LA REGIDORA Y EL LIMONERO
Pero la madre de Gregorio B. sabe en primera persona qué es vivir con el terror entre la ropa.
A ella le secuestraron a uno de su hijos el mismo día (4 de diciembre de 2013) que levantaron en Apatzingán a la regidora perredista de Buenavista Tomatlán, María Mariscal Magaña, y extrañamente lo liberaron sin pedir nada a cambio, hace exactamente 15 días.
El muchacho, un joven cortador de limón, hijo de panadero, decidió un buen día que se iba a trabajar en las empacadoras para ganar como todos, un poco más de dinero, aprovechando que el precio de limón había subido y lo estaban pagando bien, a 75 pesos el costal.
“Hay quienes se hacen hasta 700 pesos en un solo día”, cuenta su hermano para justificar el repentino cambio de trabajo.
Más de mes y medio, Gregorio B. estuvo con los ojos vendados con un trapo sucio y maloliente, al que solo le abrían una rendija cuando iba al baño. Cuenta con cautela cómo en su cautiverio no era permitido hablar con otros de su condición, ni con los propios custodios, a quien admite, “bien podría reconocer por el tono de voz”.
Como si lo volviera a vivir, recuerda cómo cada día sus captores los sacaban de un lado para otro para que no durmiera ni un sólo día en el mismo lugar y cómo sus alimentos a veces solo consistían en una pieza de pollo, que se repartía entre tres personas o más, lo mismo que un vaso de agua.
El día que lo levantaron lo bajaron del camión que conducía y lo subieron a otro vehículo a punta de pistola y lo llevaron lejos –así lo sintió, dice– primero por carretera, luego por terracería y luego a pie.
Lo interrogaron por días para que confesará en donde se escondían los autodefensas en el monte, y para que denunciará a sus vecinos que habían decidido –según ellos– sumarse a estos grupos que, desde diciembre, ya estaban muy cerca de Apatzingán.
Primero lo golpearon y lo patearon en la cabeza, la cara y la espalda y finalmente sólo lo insultaban, cuando se dieron cuenta que no tenía ni idea de quién eran los líderes de los comunitarios.
La madre de Gregorio B. ni un día dejó de rezar ni suplicar que su hijo volviera, “como fuera pero que me lo regresarán”.
Después de este absurdo secuestro, la vida de esta familia ha sido un constante sobresalto.
Nadie duerme noches completas, ni tampoco sale “a mandados” sólo. Los extraños, como los periodistas, no son bienvenidos.
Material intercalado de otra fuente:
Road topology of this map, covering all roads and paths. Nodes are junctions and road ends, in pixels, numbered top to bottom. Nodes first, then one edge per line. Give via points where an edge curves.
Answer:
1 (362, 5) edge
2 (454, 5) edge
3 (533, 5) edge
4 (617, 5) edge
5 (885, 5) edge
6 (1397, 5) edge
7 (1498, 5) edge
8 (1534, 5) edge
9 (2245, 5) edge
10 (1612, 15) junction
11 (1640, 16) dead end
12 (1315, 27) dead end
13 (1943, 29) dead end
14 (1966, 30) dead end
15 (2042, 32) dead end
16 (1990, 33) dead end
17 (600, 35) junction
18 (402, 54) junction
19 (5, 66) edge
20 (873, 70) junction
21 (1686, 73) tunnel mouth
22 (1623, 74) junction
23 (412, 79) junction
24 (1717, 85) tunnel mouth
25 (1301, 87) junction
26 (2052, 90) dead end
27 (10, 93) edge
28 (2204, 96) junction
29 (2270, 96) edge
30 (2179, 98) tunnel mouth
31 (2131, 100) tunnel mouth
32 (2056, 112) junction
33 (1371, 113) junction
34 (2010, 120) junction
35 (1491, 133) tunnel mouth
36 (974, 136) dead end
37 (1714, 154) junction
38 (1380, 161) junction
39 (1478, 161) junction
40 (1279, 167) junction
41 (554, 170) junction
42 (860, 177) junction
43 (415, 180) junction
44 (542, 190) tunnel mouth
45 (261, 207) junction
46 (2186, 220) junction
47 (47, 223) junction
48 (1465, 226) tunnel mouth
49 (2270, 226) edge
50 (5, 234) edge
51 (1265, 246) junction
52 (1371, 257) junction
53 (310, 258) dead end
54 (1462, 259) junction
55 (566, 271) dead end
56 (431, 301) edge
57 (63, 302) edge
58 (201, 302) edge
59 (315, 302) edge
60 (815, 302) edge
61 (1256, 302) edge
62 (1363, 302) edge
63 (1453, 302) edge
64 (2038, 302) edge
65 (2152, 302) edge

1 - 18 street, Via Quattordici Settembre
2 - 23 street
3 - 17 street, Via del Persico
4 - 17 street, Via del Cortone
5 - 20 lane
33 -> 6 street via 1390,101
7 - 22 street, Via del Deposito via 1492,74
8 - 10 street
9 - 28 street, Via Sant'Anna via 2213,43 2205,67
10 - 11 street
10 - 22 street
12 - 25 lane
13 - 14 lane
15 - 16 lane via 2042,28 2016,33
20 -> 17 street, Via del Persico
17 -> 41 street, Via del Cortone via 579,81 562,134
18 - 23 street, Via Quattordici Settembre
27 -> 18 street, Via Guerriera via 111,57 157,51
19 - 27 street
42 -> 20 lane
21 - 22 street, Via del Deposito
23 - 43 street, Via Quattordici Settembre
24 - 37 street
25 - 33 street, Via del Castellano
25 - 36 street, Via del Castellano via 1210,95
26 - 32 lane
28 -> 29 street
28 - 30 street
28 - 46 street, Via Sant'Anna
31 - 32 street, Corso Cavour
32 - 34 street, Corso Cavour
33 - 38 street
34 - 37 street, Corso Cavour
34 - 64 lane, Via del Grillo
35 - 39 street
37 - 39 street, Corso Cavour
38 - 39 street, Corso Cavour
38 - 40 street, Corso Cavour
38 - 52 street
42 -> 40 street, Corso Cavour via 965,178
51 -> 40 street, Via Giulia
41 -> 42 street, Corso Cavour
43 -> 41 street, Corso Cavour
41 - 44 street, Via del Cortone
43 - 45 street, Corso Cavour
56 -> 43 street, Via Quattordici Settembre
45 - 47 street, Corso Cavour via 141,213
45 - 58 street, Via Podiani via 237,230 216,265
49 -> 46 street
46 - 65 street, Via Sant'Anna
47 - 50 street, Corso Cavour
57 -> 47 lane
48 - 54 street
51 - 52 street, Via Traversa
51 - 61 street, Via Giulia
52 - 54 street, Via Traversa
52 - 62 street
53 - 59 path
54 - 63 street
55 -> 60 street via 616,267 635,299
Tampoco se habla en voz alta.
Nadie quiere terminar, dice la madre de Gregorio, como su vecino, un herrero dedicado a su oficio, desde la mañana hasta la noche, que un mal día encontró a su esposa y sus hijos pequeños, tendidos en el suelo con el tiro de gracia en la frente.
Sin hallar una explicación lógica a esa masacre, el hombre enloqueció e intentó matarse.
“Nadie sabe bajo cual criterio matan estos hombres, aunque hay más probabilidad si uno le abre la puerta a los autodefensa”, dice este presbítero estudiado en Roma, quien concluye diciendo que la gente ya se hartó y va a luchar contra ellos mientras pueda.
Otros han decidido topar al enemigo de frente y siguen suplicando que les devuelvan a los suyos.
Es el caso de la familia de María Mariscal, que en medio de las ocupaciones diarias ha pedido ayuda más allá de Michoacán y ha lanzado un grito de auxilio para encontrar a la regidora que lleva casi dos meses desaparecida.
La joven regidora fue levantada el 4 de diciembre al salir de su trabajo en la ciudad de Apatzingán, en su propio vehículo y con cuatro meses de embarazo.
Su madre, su hijo y sus hermanos han emprendido una cruzada para hallarla sin éxito y casi sin ayuda gubernamental.
Ellos sienten, como todos los habitantes de este lugar, que la solución no es huir a ninguna parte, sino enfrentar las cosas y empezar a denunciar.
Por eso, por ahora, su preocupación se centra en que los medios no dejen de hablar del problema, “porque una vez que nos olviden”, dice el hijo de la regidora, un chiquillo de 13 años de edad, “nos van a matar”.